Stored items
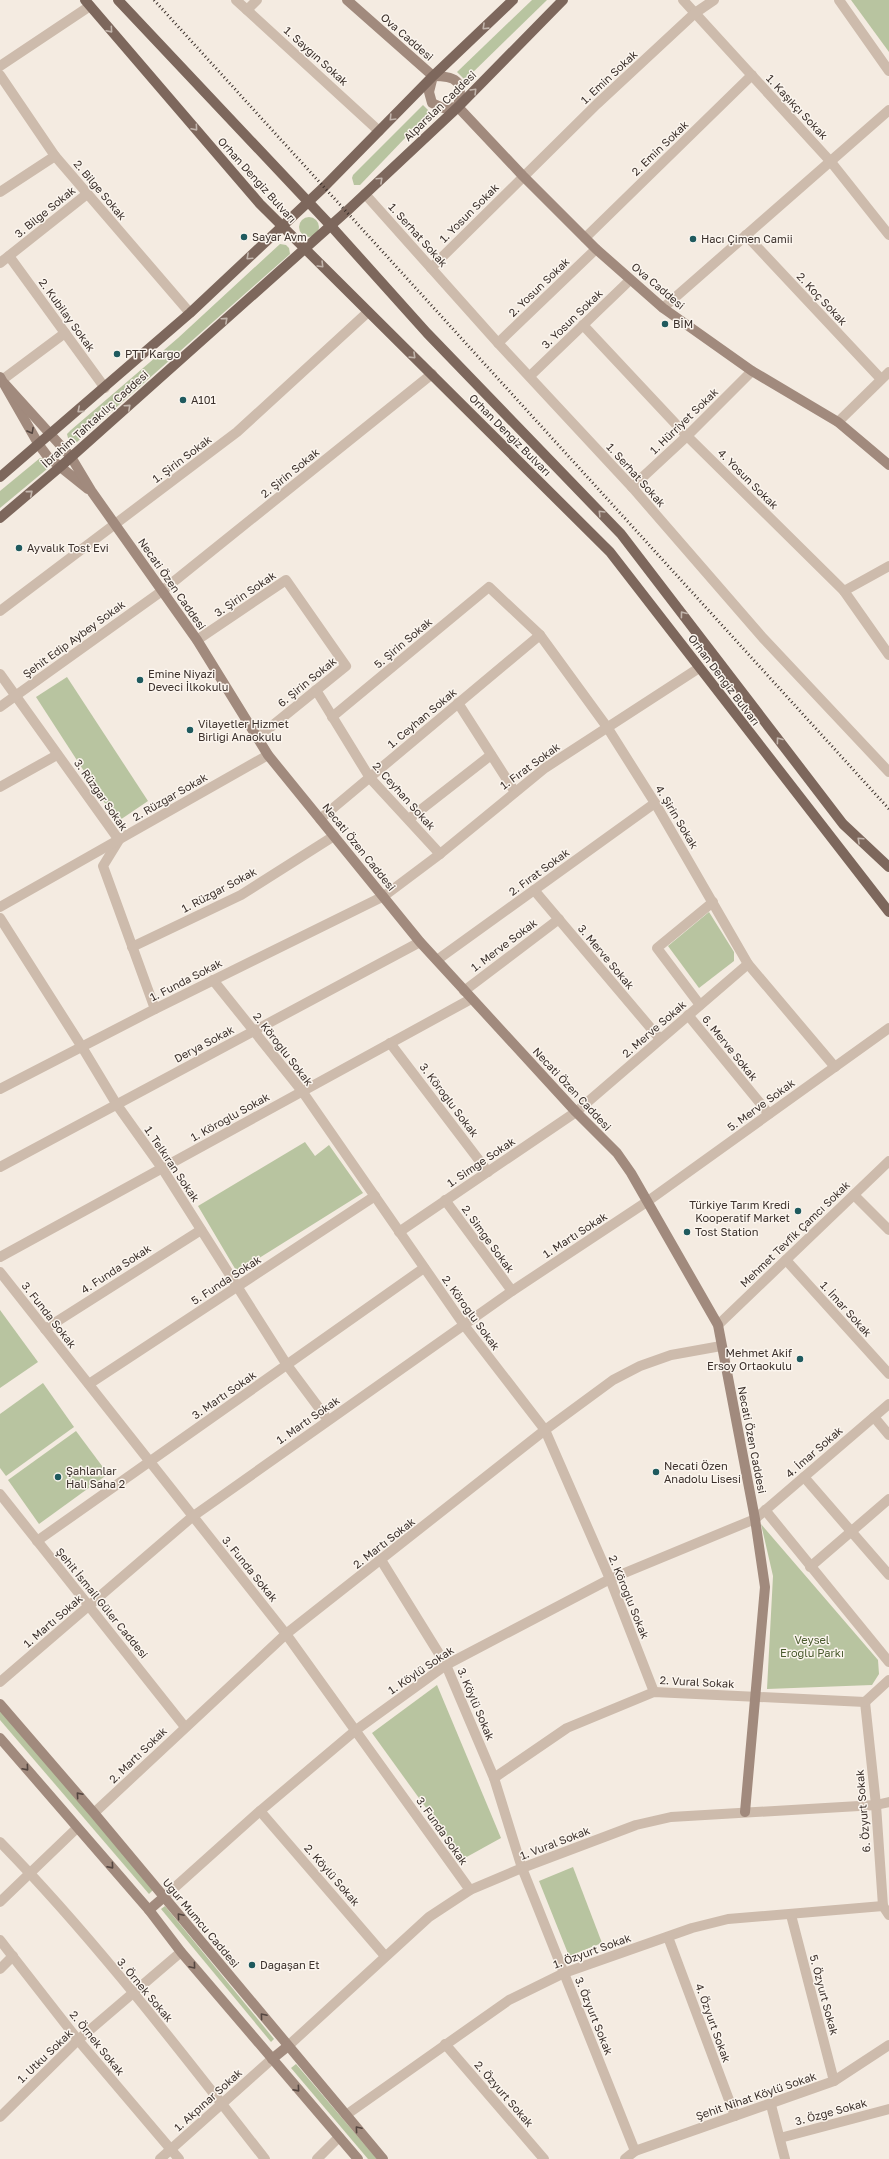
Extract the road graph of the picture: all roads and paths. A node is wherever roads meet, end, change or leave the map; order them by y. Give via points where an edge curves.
1 (118, 0) edge
2 (236, 0) edge
3 (256, 0) edge
4 (513, 0) edge
5 (563, 0) edge
6 (683, 0) edge
7 (714, 0) edge
8 (839, 0) edge
9 (353, 2) edge
10 (87, 3) edge
11 (247, 10) junction
12 (695, 13) junction
13 (0, 66) edge
14 (889, 71) edge
15 (0, 75) edge
16 (752, 75) junction
17 (433, 76) junction
18 (458, 107) junction
19 (889, 110) edge
20 (379, 131) junction
21 (55, 156) junction
22 (831, 162) junction
23 (523, 176) junction
24 (0, 192) edge
25 (87, 194) junction
26 (365, 194) junction
27 (308, 202) junction
28 (282, 226) junction
29 (331, 226) junction
30 (746, 235) junction
31 (889, 235) edge
32 (585, 238) junction
33 (305, 249) junction
34 (596, 249) junction
35 (9, 256) junction
36 (0, 263) edge
37 (431, 268) junction
38 (630, 280) junction
39 (663, 308) junction
40 (368, 312) junction
41 (190, 313) junction
42 (583, 325) junction
43 (65, 333) junction
44 (498, 343) junction
45 (752, 371) junction
46 (889, 372) edge
47 (432, 374) junction
48 (530, 376) junction
49 (881, 379) junction
50 (2, 380) edge
51 (105, 388) junction
52 (838, 422) junction
53 (51, 435) junction
54 (687, 436) junction
55 (39, 445) junction
56 (71, 457) junction
57 (889, 465) edge
58 (60, 467) junction
59 (0, 477) edge
60 (632, 487) junction
61 (92, 492) junction
62 (0, 518) edge
63 (115, 524) junction
64 (889, 566) edge
65 (286, 580) joint
66 (489, 588) joint
67 (162, 591) junction
68 (844, 591) junction
69 (0, 612) edge
70 (540, 635) junction
71 (197, 640) junction
72 (889, 655) edge
73 (699, 668) junction
74 (0, 674) edge
75 (316, 690) junction
76 (16, 696) junction
77 (458, 704) junction
78 (0, 707) edge
79 (332, 716) junction
80 (607, 727) junction
81 (257, 738) junction
82 (57, 755) junction
83 (268, 755) junction
84 (491, 755) junction
85 (889, 772) edge
86 (370, 778) junction
87 (0, 787) edge
88 (515, 792) junction
89 (655, 803) junction
90 (320, 819) junction
91 (409, 819) junction
92 (334, 836) junction
93 (119, 840) junction
94 (440, 854) junction
95 (889, 867) edge
96 (534, 890) junction
97 (384, 896) junction
98 (713, 902) junction
99 (0, 907) edge
100 (889, 912) edge
101 (0, 918) edge
102 (559, 920) junction
103 (420, 942) junction
104 (132, 948) junction
105 (437, 960) junction
106 (748, 964) junction
107 (213, 980) junction
108 (464, 991) junction
109 (471, 999) junction
110 (700, 1005) junction
111 (155, 1009) junction
112 (688, 1015) junction
113 (889, 1028) edge
114 (254, 1031) junction
115 (660, 1039) junction
116 (390, 1043) junction
117 (82, 1047) junction
118 (835, 1067) junction
119 (0, 1089) edge
120 (302, 1091) junction
121 (117, 1105) junction
122 (576, 1112) junction
123 (769, 1114) junction
124 (889, 1161) edge
125 (0, 1167) edge
126 (162, 1168) junction
127 (488, 1172) junction
128 (854, 1195) junction
129 (375, 1196) junction
130 (445, 1200) junction
131 (648, 1201) junction
132 (201, 1230) junction
133 (889, 1230) edge
134 (399, 1232) junction
135 (0, 1257) edge
136 (786, 1260) junction
137 (424, 1268) junction
138 (0, 1272) edge
139 (236, 1287) junction
140 (512, 1291) junction
141 (464, 1325) junction
142 (718, 1325) junction
143 (45, 1329) junction
144 (721, 1346) junction
145 (287, 1365) junction
146 (889, 1374) edge
147 (89, 1384) junction
148 (889, 1404) edge
149 (874, 1417) junction
150 (328, 1420) junction
151 (545, 1430) junction
152 (889, 1435) edge
153 (149, 1462) junction
154 (804, 1477) junction
155 (0, 1494) edge
156 (889, 1499) edge
157 (765, 1510) junction
158 (192, 1517) junction
159 (755, 1519) junction
160 (851, 1531) junction
161 (37, 1541) junction
162 (381, 1560) junction
163 (810, 1566) junction
164 (889, 1574) edge
165 (610, 1579) junction
166 (89, 1606) junction
167 (286, 1634) junction
168 (889, 1662) edge
169 (446, 1664) junction
170 (889, 1680) edge
171 (0, 1682) edge
172 (654, 1692) junction
173 (757, 1698) junction
174 (865, 1702) junction
175 (0, 1704) edge
176 (185, 1727) junction
177 (356, 1730) junction
178 (0, 1738) edge
179 (494, 1778) junction
180 (889, 1802) edge
181 (876, 1805) junction
182 (260, 1811) junction
183 (745, 1812) junction
184 (94, 1813) junction
185 (77, 1828) junction
186 (0, 1842) edge
187 (522, 1868) junction
188 (30, 1873) junction
189 (470, 1890) junction
190 (164, 1898) junction
191 (0, 1902) edge
192 (883, 1906) junction
193 (149, 1910) junction
194 (791, 1915) junction
195 (889, 1915) edge
196 (668, 1937) junction
197 (0, 1940) edge
198 (181, 1952) junction
199 (13, 1956) junction
200 (385, 1956) junction
201 (0, 1969) edge
202 (564, 1973) junction
203 (132, 1992) junction
204 (78, 2040) junction
205 (445, 2044) junction
206 (889, 2045) edge
207 (288, 2046) junction
208 (272, 2059) junction
209 (834, 2081) junction
210 (222, 2104) junction
211 (771, 2105) junction
212 (889, 2109) edge
213 (346, 2115) junction
214 (734, 2116) junction
215 (0, 2117) edge
216 (339, 2138) junction
217 (780, 2138) junction
218 (171, 2149) junction
219 (635, 2151) junction
220 (160, 2159) edge
221 (179, 2159) edge
222 (265, 2159) edge
223 (318, 2159) edge
224 (358, 2159) edge
225 (383, 2159) edge
226 (544, 2159) edge
227 (625, 2159) edge
228 (785, 2159) edge

1 - 27 main road, Orhan Dengiz Bulvarı
2 - 11 street, 1. Saygın Sokak
3 - 11 street
4 -> 17 main road
18 -> 5 main road, Alparslan Caddesi
6 - 12 street, 1. Kaşıkçı Sokak
7 - 12 street, 1. Emin Sokak
8 - 14 street
9 - 17 street, Ova Caddesi
10 - 13 street
10 -> 28 main road, Orhan Dengiz Bulvarı via 260,204
11 - 20 street, 1. Saygın Sokak
12 - 16 street, 1. Kaşıkçı Sokak
12 - 23 street, 1. Emin Sokak
15 - 21 street, 2. Bilge Sokak
16 - 22 street, 1. Kaşıkçı Sokak
16 - 32 street, 2. Emin Sokak
17 - 18 street, Ova Caddesi via 447,76 457,81 461,91
17 - 18 street, Ova Caddesi via 429,92 432,103 443,108
17 -> 20 main road
18 - 23 street, Ova Caddesi
26 -> 18 main road, Alparslan Caddesi
19 - 22 street
20 - 27 main road
21 - 24 street
21 - 25 street, 2. Bilge Sokak
22 - 30 street
22 - 31 street, 1. Kaşıkçı Sokak
23 - 32 street, Ova Caddesi
23 - 37 street, 1. Yosun Sokak
25 - 35 street, 3. Bilge Sokak
25 - 41 street, 2. Bilge Sokak
26 - 29 main road, Alparslan Caddesi
26 - 37 street, 1. Serhat Sokak
27 - 28 main road, İbrahim Tahtakılıç Caddesi
27 - 29 main road, Orhan Dengiz Bulvarı
28 - 33 main road, Orhan Dengiz Bulvarı
28 -> 41 main road, İbrahim Tahtakılıç Caddesi
29 - 33 main road, İbrahim Tahtakılıç Caddesi
95 -> 29 main road, Orhan Dengiz Bulvarı via 843,824 621,534 427,333
30 - 39 street
30 - 49 street, 2. Koç Sokak
32 - 34 street, Ova Caddesi
33 -> 40 main road, Orhan Dengiz Bulvarı
56 -> 33 main road, İbrahim Tahtakılıç Caddesi
34 - 38 street, Ova Caddesi
34 - 44 street, 2. Yosun Sokak
35 - 36 street, 3. Bilge Sokak
35 - 43 street, 2. Kubilay Sokak
37 - 44 street, 1. Serhat Sokak
38 - 39 street, Ova Caddesi
38 - 42 street, 3. Yosun Sokak
39 - 45 street, Ova Caddesi
40 -> 47 main road, Orhan Dengiz Bulvarı
40 - 63 street, 1. Şirin Sokak via 237,432
41 - 51 main road, İbrahim Tahtakılıç Caddesi
42 - 48 street, 3. Yosun Sokak
42 - 54 street, 4. Yosun Sokak
43 - 50 street
43 - 51 street, 2. Kubilay Sokak
44 - 48 street, 1. Serhat Sokak
45 - 52 street, Ova Caddesi
45 - 54 street, 1. Hürriyet Sokak
46 - 49 street
47 - 67 street, 2. Şirin Sokak
47 - 73 main road, Orhan Dengiz Bulvarı via 610,552
48 - 60 street, 1. Serhat Sokak
49 - 52 street
50 - 53 street, Necati Özen Caddesi
50 -> 55 street, Necati Özen Caddesi
51 -> 53 main road, İbrahim Tahtakılıç Caddesi
52 - 57 street, Ova Caddesi
53 - 55 main road, İbrahim Tahtakılıç Caddesi
53 - 56 street, Necati Özen Caddesi
54 - 60 street, 1. Hürriyet Sokak
54 - 68 street, 4. Yosun Sokak
55 - 58 street, Necati Özen Caddesi
55 - 59 main road, İbrahim Tahtakılıç Caddesi
56 - 58 main road, İbrahim Tahtakılıç Caddesi
56 - 61 street, Necati Özen Caddesi
58 - 61 street, Necati Özen Caddesi
62 -> 58 main road, İbrahim Tahtakılıç Caddesi
60 - 85 street, 1. Serhat Sokak via 763,638
61 - 63 street, Necati Özen Caddesi
63 - 67 street, Necati Özen Caddesi
63 - 69 street, 1. Şirin Sokak
64 - 68 street
65 - 71 street, 3. Şirin Sokak
65 - 75 street, 6. Şirin Sokak via 346,666
66 - 70 street, 4. Şirin Sokak
66 - 79 street, 5. Şirin Sokak
67 - 71 street, Necati Özen Caddesi
67 - 76 street, Şehit Edip Aybey Sokak
68 - 72 street, 4. Yosun Sokak
70 - 77 street, 1. Ceyhan Sokak
70 - 80 street, 4. Şirin Sokak
71 - 81 street, Necati Özen Caddesi
73 - 80 street, 1. Fırat Sokak
73 - 100 main road, Orhan Dengiz Bulvarı
74 - 76 street, 3. Rüzgar Sokak
75 - 79 street, 2. Ceyhan Sokak
75 - 81 street, 6. Şirin Sokak
76 - 78 street, Şehit Edip Aybey Sokak
76 - 82 street, 3. Rüzgar Sokak
77 - 84 street
77 - 86 street, 1. Ceyhan Sokak
79 - 86 street, 2. Ceyhan Sokak
80 - 88 street, 1. Fırat Sokak via 545,768
80 - 89 street, 4. Şirin Sokak
81 - 83 street, Necati Özen Caddesi
82 - 87 street
82 - 93 street, 3. Rüzgar Sokak
83 - 90 street, Necati Özen Caddesi
83 - 93 street, 2. Rüzgar Sokak
84 - 88 street
84 - 91 street
86 - 90 street, 1. Ceyhan Sokak
86 - 91 street, 2. Ceyhan Sokak
88 - 94 street, 1. Fırat Sokak
89 - 96 street, 2. Fırat Sokak
89 - 98 street, 4. Şirin Sokak
90 - 92 street, Necati Özen Caddesi
91 - 94 street, 2. Ceyhan Sokak
92 - 97 street, Necati Özen Caddesi
92 - 104 street, 1. Rüzgar Sokak via 241,895
93 - 99 street, 2. Rüzgar Sokak
93 - 104 street, 3. Rüzgar Sokak via 103,866
94 - 97 street, 1. Fırat Sokak
96 - 102 street, 3. Merve Sokak
96 - 105 street, 2. Fırat Sokak
97 - 103 street, Necati Özen Caddesi
97 - 107 street, 1. Funda Sokak
98 - 106 street, 4. Şirin Sokak
98 - 110 street via 657,948
101 - 117 street, 1. Telkıran Sokak
102 - 108 street, 1. Merve Sokak
102 - 115 street, 3. Merve Sokak
103 - 105 street, Necati Özen Caddesi
103 - 114 street, Derya Sokak
104 - 111 street, 3. Rüzgar Sokak
105 - 108 street, Necati Özen Caddesi
106 - 110 street, 2. Merve Sokak
106 - 118 street, 4. Şirin Sokak
107 - 111 street, 1. Funda Sokak
107 - 114 street, 2. Köroğlu Sokak
108 - 109 street, Necati Özen Caddesi
109 - 116 street, 1. Köroğlu Sokak
109 - 122 street, Necati Özen Caddesi
110 - 112 street, 2. Merve Sokak
111 - 117 street, 1. Funda Sokak
112 - 115 street, 2. Merve Sokak
112 - 123 street, 6. Merve Sokak
113 - 118 street, 5. Merve Sokak
114 - 120 street, 2. Köroğlu Sokak
114 - 121 street, Derya Sokak
115 - 122 street, 2. Merve Sokak
116 - 120 street, 1. Köroğlu Sokak
116 - 127 street, 3. Köroğlu Sokak
117 - 119 street, 1. Funda Sokak
117 - 121 street, 1. Telkıran Sokak
118 - 123 street, 5. Merve Sokak
120 - 126 street, 1. Köroğlu Sokak
120 - 129 street, 2. Köroğlu Sokak
121 - 125 street, Derya Sokak
121 - 126 street, 1. Telkıran Sokak
122 - 127 street, 1. Simge Sokak
122 - 131 street, Necati Özen Caddesi via 617,1154
123 - 131 street, 5. Merve Sokak
124 - 128 street, Mehmet Tevfik Çamcı Sokak
126 - 132 street, 1. Telkıran Sokak
126 - 135 street, 1. Köroğlu Sokak
127 - 130 street, 1. Simge Sokak
128 - 133 street
128 - 136 street, Mehmet Tevfik Çamcı Sokak
129 - 134 street, 2. Köroğlu Sokak
129 - 139 street, 5. Funda Sokak
130 - 134 street, 1. Simge Sokak
130 - 140 street, 2. Simge Sokak
131 - 140 street, 1. Martı Sokak
131 - 142 street, Necati Özen Caddesi
132 - 139 street, 1. Telkıran Sokak
132 - 143 street, 4. Funda Sokak
134 - 137 street, 2. Köroğlu Sokak
136 - 142 street, Mehmet Tevfik Çamcı Sokak
136 - 146 street, 1. İmar Sokak
137 - 141 street, 2. Köroğlu Sokak
137 - 145 street, 3. Martı Sokak
138 - 143 street, 3. Funda Sokak
139 - 145 street, 1. Telkıran Sokak
139 - 147 street, 5. Funda Sokak
140 - 141 street, 1. Martı Sokak
141 - 150 street, 1. Martı Sokak
141 - 151 street, 2. Köroğlu Sokak
142 - 144 street, Necati Özen Caddesi
143 - 147 street, 3. Funda Sokak
144 - 151 street, 2. Martı Sokak via 671,1355 640,1366 613,1380
144 - 159 street, Necati Özen Caddesi
145 - 150 street, 1. Telkıran Sokak
145 - 153 street, 3. Martı Sokak
147 - 153 street, 3. Funda Sokak
148 - 149 street, 4. İmar Sokak
149 - 152 street
149 - 154 street, 4. İmar Sokak
150 - 158 street, 1. Martı Sokak
151 - 162 street, 2. Martı Sokak
151 - 165 street, 2. Köroğlu Sokak
153 - 158 street, 3. Funda Sokak
153 - 161 street, 3. Martı Sokak
154 - 157 street, 4. İmar Sokak
154 - 160 street
155 - 161 street, Şehit İsmail Güler Caddesi
156 - 160 street
157 - 159 street, 4. İmar Sokak
157 - 163 street
158 - 166 street, 1. Martı Sokak
158 - 167 street, 3. Funda Sokak
159 - 165 street, 1. Köylü Sokak
159 - 173 street, Necati Özen Caddesi via 765,1587
160 - 163 street
160 - 164 street
161 - 166 street, Şehit İsmail Güler Caddesi
162 - 167 street, 2. Martı Sokak
162 - 169 street, 3. Köylü Sokak
163 - 168 street
165 - 169 street, 1. Köylü Sokak
165 - 172 street, 2. Köroğlu Sokak
166 - 171 street, 1. Martı Sokak
166 - 176 street, Şehit İsmail Güler Caddesi
167 - 176 street, 2. Martı Sokak
167 - 177 street, 3. Funda Sokak
169 - 177 street, 1. Köylü Sokak
169 - 179 street, 3. Köylü Sokak
170 - 174 street
172 - 173 street, 2. Vural Sokak
172 - 179 street, 2. Vural Sokak via 567,1728
173 - 174 street, 2. Vural Sokak
173 - 183 street, Necati Özen Caddesi
174 - 181 street, 6. Özyurt Sokak
184 -> 175 street, Uğur Mumcu Caddesi
176 - 184 street, 2. Martı Sokak
177 - 182 street, 1. Köylü Sokak
177 - 189 street, 3. Funda Sokak
178 -> 185 street
179 - 187 street, 3. Köylü Sokak
180 - 181 street, 1. Vural Sokak
181 - 183 street, 1. Vural Sokak
181 - 192 street, 6. Özyurt Sokak
182 - 190 street, 1. Köylü Sokak
182 - 200 street, 2. Köylü Sokak
183 - 187 street, 1. Vural Sokak via 671,1817 643,1824
184 - 190 street, Uğur Mumcu Caddesi
185 - 188 street
185 -> 193 street
186 - 188 street, 3. Örnek Sokak
187 - 189 street, 1. Vural Sokak
187 - 202 street, 3. Özyurt Sokak
188 - 191 street
188 - 203 street, 3. Örnek Sokak
189 - 200 street, 1. Vural Sokak via 429,1917
190 - 193 street
207 -> 190 street, Uğur Mumcu Caddesi
192 - 194 street, 1. Özyurt Sokak
192 - 195 street, 6. Özyurt Sokak
193 - 198 street
194 - 196 street, 1. Özyurt Sokak via 728,1919
194 - 209 street, 5. Özyurt Sokak
196 - 202 street, 1. Özyurt Sokak
196 - 214 street, 4. Özyurt Sokak
197 - 199 street, 2. Örnek Sokak
198 - 203 street, 1. Utku Sokak
198 -> 208 street
199 - 201 street
199 - 204 street, 2. Örnek Sokak
200 - 207 street, 1. Vural Sokak
202 - 205 street, 1. Özyurt Sokak via 509,2000
202 - 219 street, 3. Özyurt Sokak
203 - 204 street, 1. Utku Sokak
203 - 210 street, 3. Örnek Sokak
204 - 215 street, 1. Utku Sokak
204 - 218 street, 2. Örnek Sokak
205 - 213 street, 1. Özyurt Sokak
205 - 226 street, 2. Özyurt Sokak
206 - 209 street, Şehit Nihat Köylü Sokak
207 - 208 street
207 - 213 street, Uğur Mumcu Caddesi
208 - 210 street, 1. Akpınar Sokak
208 -> 216 street
209 - 211 street, Şehit Nihat Köylü Sokak
210 - 218 street, 1. Akpınar Sokak
210 - 222 street, 3. Örnek Sokak
211 - 214 street, Şehit Nihat Köylü Sokak
211 - 217 street
212 - 217 street, 3. Özge Sokak
225 -> 213 street, Uğur Mumcu Caddesi
214 - 219 street, Şehit Nihat Köylü Sokak
216 - 223 street
216 - 224 street
217 - 228 street
218 - 220 street, 1. Akpınar Sokak
218 - 221 street, 2. Örnek Sokak
219 - 227 street, Şehit Nihat Köylü Sokak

== YOUR OBJECTIVE ==
For each line in the entries that holds "Tevfik", return that line.

== SOLUTION BELOW ==
124 - 128 street, Mehmet Tevfik Çamcı Sokak
128 - 136 street, Mehmet Tevfik Çamcı Sokak
136 - 142 street, Mehmet Tevfik Çamcı Sokak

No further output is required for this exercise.